You must login to add an answer.

Need An Account,

1 Answer

Editorial Team · Answer 1 · 2026-06-14T14:25:26+00:00

There are a several things I can see right away you can do, in the order I would try them:

Stop with the repeated open-write-close, open-write-close ideology on your output files. Their names are fixed and limited. Open them all appropriately at the start of this thing, then flush-and-close when you’re done.
There are several logic-constructs that can be significantly simplified.
Your strlen() rampage needs to significantly be reduced. Most decent optimizing compilers will detect the unchanged source and optimize out the subsequent calls on a known-unchanged char-ptr, so I would do this last (but honestly I’d still do it as its a bad practice to call repeated strlen() invokes on the same data.
ADDED AFTER CONVERSING WITH OP :You repeatedly re-parse the same data file (sales_ok_fraud.txt) over and over, once for line of data in sales_unknwn.txt. 12gB/abg-line-length is a LOT of unneeded repetitious parsing if sales_ok_fraud.txt can fit in memory.
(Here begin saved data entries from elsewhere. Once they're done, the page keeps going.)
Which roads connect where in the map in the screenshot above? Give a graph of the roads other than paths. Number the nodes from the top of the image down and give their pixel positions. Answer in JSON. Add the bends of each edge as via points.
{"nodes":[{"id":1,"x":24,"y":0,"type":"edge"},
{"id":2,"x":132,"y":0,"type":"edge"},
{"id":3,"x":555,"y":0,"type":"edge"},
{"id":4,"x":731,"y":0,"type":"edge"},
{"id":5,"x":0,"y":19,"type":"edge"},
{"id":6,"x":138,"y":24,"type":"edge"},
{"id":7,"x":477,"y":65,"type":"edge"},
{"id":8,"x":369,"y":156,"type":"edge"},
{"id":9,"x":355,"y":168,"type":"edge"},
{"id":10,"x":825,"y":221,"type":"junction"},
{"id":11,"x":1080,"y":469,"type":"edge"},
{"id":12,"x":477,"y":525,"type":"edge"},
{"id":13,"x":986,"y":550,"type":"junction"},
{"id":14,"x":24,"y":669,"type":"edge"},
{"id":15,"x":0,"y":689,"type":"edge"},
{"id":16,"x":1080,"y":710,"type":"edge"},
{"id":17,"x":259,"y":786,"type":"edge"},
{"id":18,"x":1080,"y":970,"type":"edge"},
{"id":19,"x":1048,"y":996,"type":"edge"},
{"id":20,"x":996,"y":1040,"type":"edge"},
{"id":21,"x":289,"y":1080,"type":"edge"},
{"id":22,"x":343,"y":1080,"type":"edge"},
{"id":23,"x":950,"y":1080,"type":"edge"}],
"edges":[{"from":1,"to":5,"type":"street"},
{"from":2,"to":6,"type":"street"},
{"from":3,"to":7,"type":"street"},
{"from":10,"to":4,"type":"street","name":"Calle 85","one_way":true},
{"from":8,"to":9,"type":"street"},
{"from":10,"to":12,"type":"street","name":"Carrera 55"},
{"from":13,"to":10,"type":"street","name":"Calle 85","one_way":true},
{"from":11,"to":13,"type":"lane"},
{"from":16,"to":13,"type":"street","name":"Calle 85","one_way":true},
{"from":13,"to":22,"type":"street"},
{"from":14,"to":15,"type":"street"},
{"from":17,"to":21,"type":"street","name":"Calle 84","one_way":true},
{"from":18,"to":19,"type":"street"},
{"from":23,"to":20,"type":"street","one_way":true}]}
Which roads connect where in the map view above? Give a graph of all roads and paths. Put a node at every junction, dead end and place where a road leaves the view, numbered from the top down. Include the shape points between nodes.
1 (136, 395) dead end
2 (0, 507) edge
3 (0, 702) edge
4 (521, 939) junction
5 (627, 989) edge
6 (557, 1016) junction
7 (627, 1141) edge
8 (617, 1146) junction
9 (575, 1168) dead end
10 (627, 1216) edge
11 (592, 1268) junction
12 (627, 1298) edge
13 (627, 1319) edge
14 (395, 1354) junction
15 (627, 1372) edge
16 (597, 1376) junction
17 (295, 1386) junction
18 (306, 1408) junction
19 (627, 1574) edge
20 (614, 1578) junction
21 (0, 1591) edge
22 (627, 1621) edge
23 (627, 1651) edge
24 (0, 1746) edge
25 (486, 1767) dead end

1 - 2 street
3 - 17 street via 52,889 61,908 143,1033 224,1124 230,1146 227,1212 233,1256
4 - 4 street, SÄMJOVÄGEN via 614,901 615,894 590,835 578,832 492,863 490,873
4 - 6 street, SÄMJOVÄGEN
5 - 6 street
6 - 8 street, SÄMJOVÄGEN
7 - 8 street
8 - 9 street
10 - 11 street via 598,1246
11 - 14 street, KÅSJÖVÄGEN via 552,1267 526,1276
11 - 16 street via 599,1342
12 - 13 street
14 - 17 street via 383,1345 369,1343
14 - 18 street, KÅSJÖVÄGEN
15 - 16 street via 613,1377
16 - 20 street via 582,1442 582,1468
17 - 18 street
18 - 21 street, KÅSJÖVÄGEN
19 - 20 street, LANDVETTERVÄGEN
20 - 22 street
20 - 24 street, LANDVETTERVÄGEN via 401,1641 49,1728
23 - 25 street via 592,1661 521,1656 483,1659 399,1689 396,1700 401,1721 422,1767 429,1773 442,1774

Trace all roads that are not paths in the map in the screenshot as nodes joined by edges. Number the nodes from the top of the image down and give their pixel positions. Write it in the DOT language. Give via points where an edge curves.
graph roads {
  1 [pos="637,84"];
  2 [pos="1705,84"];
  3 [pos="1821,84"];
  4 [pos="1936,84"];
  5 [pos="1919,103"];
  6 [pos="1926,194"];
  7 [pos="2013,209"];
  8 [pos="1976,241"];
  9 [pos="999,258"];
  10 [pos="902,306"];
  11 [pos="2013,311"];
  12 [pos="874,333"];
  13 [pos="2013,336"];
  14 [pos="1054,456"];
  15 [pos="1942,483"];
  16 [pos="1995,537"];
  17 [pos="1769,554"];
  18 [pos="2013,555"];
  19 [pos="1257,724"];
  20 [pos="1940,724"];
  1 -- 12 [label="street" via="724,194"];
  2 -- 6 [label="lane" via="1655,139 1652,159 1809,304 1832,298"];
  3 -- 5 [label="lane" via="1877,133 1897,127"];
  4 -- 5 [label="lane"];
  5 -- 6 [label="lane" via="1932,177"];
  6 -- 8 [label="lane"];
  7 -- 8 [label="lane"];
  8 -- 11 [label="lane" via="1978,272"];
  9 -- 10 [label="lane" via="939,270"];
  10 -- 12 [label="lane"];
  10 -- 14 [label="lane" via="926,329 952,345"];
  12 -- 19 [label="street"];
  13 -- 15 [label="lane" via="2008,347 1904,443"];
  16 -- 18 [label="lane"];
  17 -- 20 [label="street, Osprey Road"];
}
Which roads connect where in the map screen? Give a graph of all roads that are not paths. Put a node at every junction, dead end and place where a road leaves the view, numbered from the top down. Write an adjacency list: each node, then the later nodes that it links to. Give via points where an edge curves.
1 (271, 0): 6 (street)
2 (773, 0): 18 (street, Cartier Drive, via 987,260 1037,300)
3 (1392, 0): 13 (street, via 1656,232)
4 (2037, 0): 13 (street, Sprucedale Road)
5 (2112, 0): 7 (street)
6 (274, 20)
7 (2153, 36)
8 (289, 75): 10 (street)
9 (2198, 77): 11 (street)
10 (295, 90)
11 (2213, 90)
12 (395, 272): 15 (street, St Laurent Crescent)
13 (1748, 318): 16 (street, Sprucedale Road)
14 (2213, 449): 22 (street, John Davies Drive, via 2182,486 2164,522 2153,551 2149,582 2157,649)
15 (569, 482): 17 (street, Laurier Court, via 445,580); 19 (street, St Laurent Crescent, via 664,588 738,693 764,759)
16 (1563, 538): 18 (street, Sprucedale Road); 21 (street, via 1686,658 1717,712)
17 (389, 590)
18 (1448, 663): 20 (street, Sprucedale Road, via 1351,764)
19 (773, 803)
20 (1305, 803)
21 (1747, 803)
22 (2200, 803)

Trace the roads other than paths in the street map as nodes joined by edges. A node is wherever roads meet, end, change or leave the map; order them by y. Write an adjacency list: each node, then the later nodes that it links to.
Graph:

Load that data once calculate its base stats once, and use the data and stats therein for the rest of your data crunch.

Logic Reductions

You can cut out a ton of work in one place in particular, changing this:

    if(strcmp(unknwn_attr2,ok_fraud_attr2) == 0 && strcmp(ok_fraud_attr6_str,"ok") == 0)
        counter_ok_attr2++;

    if(strcmp(unknwn_attr3,ok_fraud_attr3) == 0 && strcmp(ok_fraud_attr6_str,"ok") == 0)
        counter_ok_attr3++;

    if(strcmp(unknwn_attr4,ok_fraud_attr4) == 0 && strcmp(ok_fraud_attr6_str,"ok") == 0)
        counter_ok_attr4++;

    if(strcmp(unknwn_attr5,ok_fraud_attr5) == 0 && strcmp(ok_fraud_attr6_str,"ok") == 0)
        counter_ok_attr5++;

    if(strcmp(unknwn_attr2,ok_fraud_attr2) == 0 && strcmp(ok_fraud_attr6_str,"fraud") == 0)
        counter_fraud_attr2++;

    if(strcmp(unknwn_attr3,ok_fraud_attr3) == 0 && strcmp(ok_fraud_attr6_str,"fraud") == 0)
        counter_fraud_attr3++;

    if(strcmp(unknwn_attr4,ok_fraud_attr4) == 0 && strcmp(ok_fraud_attr6_str,"fraud") == 0)
        counter_fraud_attr4++;

    if(strcmp(unknwn_attr5,ok_fraud_attr5) == 0 && strcmp(ok_fraud_attr6_str,"fraud") == 0)
        counter_fraud_attr5++;

To this:

    if (strcmp(ok_fraud_attr6_str, "ok") == 0)
    {
        if(strcmp(unknwn_attr2,ok_fraud_attr2) == 0)
            counter_ok_attr2++;

        if(strcmp(unknwn_attr3,ok_fraud_attr3) == 0 )
            counter_ok_attr3++;

        if(strcmp(unknwn_attr4,ok_fraud_attr4) == 0)
            counter_ok_attr4++;

        if(strcmp(unknwn_attr5,ok_fraud_attr5) == 0)
            counter_ok_attr5++;
    }
    else if (strcmp(ok_fraud_attr6_str,"fraud") == 0)
    {
        if(strcmp(unknwn_attr2,ok_fraud_attr2) == 0)
            counter_fraud_attr2++;

        if(strcmp(unknwn_attr3,ok_fraud_attr3) == 0)
            counter_fraud_attr3++;

        if(strcmp(unknwn_attr4,ok_fraud_attr4) == 0)
            counter_fraud_attr4++;

        if(strcmp(unknwn_attr5,ok_fraud_attr5) == 0)
            counter_fraud_attr5++;
    }

Front-Loading sales_ok_fraud.txt

The following relies on the sanctity of the data format of your sales_ok_fraud.txt stats file, while trying to be as pedantic as possible in validating said format. It allocates a chunk of memory large enough to hold the entire file plus-one-char to treat the entire body as a single null-term-string. That buffer is then pieced-up via the same general algorithm you had prior. The result will be a table of pointers to fixed-length char-pointer arrays that can then be used iteratively in the same place you currently (and repeatedly) open, parse, use, and throw away all that content.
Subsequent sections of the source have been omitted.